On retrouve cette volonté de dialogue dans la loi du 21 novembre 1969 créant un Conseil supérieur de la fonction militaire. Cet organisme, que président le ministre de la Défense et, éventuellement, le chef de l'État, doit permettre en principe aux militaires d'active, par l'intermédiaire de représentants désignés, de donner aux autorités gouvernementales leur avis sur les différents aspects de leur condition.

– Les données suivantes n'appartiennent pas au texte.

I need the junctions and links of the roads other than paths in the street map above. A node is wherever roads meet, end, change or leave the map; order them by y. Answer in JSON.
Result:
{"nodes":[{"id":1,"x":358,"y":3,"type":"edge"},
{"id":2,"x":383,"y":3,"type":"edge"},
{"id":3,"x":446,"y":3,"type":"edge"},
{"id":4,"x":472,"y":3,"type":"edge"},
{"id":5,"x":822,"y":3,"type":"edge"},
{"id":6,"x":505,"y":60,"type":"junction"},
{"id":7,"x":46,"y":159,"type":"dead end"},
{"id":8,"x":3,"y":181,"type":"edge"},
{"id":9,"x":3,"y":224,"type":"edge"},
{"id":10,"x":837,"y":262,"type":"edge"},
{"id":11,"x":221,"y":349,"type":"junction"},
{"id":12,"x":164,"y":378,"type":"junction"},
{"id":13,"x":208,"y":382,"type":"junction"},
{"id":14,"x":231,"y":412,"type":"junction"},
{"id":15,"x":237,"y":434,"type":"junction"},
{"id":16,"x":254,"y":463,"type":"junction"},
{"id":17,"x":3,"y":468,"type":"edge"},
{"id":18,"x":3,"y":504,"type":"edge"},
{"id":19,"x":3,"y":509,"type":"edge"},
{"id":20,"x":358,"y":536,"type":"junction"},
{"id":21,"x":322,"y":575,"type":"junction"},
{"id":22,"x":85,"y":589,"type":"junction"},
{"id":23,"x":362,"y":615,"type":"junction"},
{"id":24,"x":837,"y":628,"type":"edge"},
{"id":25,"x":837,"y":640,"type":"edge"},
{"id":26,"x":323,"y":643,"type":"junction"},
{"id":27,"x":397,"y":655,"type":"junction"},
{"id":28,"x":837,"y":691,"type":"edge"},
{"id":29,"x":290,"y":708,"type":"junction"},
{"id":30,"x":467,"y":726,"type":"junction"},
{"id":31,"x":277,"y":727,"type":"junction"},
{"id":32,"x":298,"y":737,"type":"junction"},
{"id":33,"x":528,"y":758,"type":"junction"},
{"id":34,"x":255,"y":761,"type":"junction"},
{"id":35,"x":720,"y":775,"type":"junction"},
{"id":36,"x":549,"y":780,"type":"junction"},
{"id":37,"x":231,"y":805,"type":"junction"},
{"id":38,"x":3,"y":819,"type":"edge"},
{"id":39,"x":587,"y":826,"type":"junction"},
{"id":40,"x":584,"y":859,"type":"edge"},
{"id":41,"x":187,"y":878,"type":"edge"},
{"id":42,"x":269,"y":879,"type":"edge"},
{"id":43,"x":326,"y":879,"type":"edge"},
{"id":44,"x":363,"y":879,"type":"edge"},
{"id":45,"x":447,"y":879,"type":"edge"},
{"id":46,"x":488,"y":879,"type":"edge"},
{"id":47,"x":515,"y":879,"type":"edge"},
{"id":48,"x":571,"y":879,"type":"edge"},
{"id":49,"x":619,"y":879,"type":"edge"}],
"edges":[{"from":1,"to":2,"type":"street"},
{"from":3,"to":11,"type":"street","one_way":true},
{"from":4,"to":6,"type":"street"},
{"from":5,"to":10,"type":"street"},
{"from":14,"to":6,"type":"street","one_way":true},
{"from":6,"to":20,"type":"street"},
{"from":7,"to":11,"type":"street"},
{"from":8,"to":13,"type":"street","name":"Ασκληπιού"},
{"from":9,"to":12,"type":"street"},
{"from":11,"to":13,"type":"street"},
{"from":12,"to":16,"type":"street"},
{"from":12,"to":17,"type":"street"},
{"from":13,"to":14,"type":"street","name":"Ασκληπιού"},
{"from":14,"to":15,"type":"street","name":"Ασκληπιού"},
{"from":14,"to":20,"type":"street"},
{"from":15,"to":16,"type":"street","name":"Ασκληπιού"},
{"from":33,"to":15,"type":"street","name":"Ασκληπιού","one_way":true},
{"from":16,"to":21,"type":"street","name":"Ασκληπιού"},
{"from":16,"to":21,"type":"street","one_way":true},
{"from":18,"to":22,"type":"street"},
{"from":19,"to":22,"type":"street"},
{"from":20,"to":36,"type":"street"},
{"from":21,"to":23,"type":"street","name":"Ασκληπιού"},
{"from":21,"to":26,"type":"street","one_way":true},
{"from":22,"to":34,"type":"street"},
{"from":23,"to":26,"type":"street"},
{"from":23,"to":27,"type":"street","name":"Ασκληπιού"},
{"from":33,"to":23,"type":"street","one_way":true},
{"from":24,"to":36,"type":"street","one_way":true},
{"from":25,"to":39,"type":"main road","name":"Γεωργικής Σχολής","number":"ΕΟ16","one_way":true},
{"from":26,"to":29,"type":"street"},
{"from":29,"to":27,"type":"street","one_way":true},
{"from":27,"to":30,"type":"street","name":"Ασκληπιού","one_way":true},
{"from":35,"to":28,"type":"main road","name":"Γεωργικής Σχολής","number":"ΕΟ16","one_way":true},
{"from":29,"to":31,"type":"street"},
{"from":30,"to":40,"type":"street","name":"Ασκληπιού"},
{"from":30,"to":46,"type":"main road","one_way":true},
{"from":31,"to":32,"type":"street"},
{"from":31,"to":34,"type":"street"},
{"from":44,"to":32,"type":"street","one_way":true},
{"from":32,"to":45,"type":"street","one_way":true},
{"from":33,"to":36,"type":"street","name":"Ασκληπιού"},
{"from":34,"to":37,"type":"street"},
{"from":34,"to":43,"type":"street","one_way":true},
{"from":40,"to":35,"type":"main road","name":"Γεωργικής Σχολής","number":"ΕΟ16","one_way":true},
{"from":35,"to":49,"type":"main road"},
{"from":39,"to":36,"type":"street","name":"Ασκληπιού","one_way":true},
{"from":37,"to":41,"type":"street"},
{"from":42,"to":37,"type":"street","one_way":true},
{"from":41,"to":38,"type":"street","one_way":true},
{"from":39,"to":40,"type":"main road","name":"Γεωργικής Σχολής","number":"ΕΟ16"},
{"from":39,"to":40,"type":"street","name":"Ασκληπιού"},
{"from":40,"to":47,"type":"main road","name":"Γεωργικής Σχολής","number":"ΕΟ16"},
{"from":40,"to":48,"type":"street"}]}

À l'origine, le projet prévoyait que les membres de ce conseil seraient désignés par tirage au sort, de telle sorte que soient représentées les diverses catégories de personnel, et qu'ils siégeraient avec voix délibérative. Le conseil comprendra, en outre, avec voix consultative, des représentants de l'Administration, ainsi que des personnalités choisies par le ministre. Le Conseil se réunit au moins une fois par an pour donner son sentiment sur des questions relatives à la condition et au statut des personnels militaires, tout ce qui touche à l'organisation et à l'emploi de la force armée étant exclu de sa compétence.

Mais les députés ont estimé qu'il fallait autoriser des associations de personnels militaires en retraite à prendre part aux travaux du Conseil avec voix délibérative. La loi du 21 novembre 1969 tient compte de cet amendement.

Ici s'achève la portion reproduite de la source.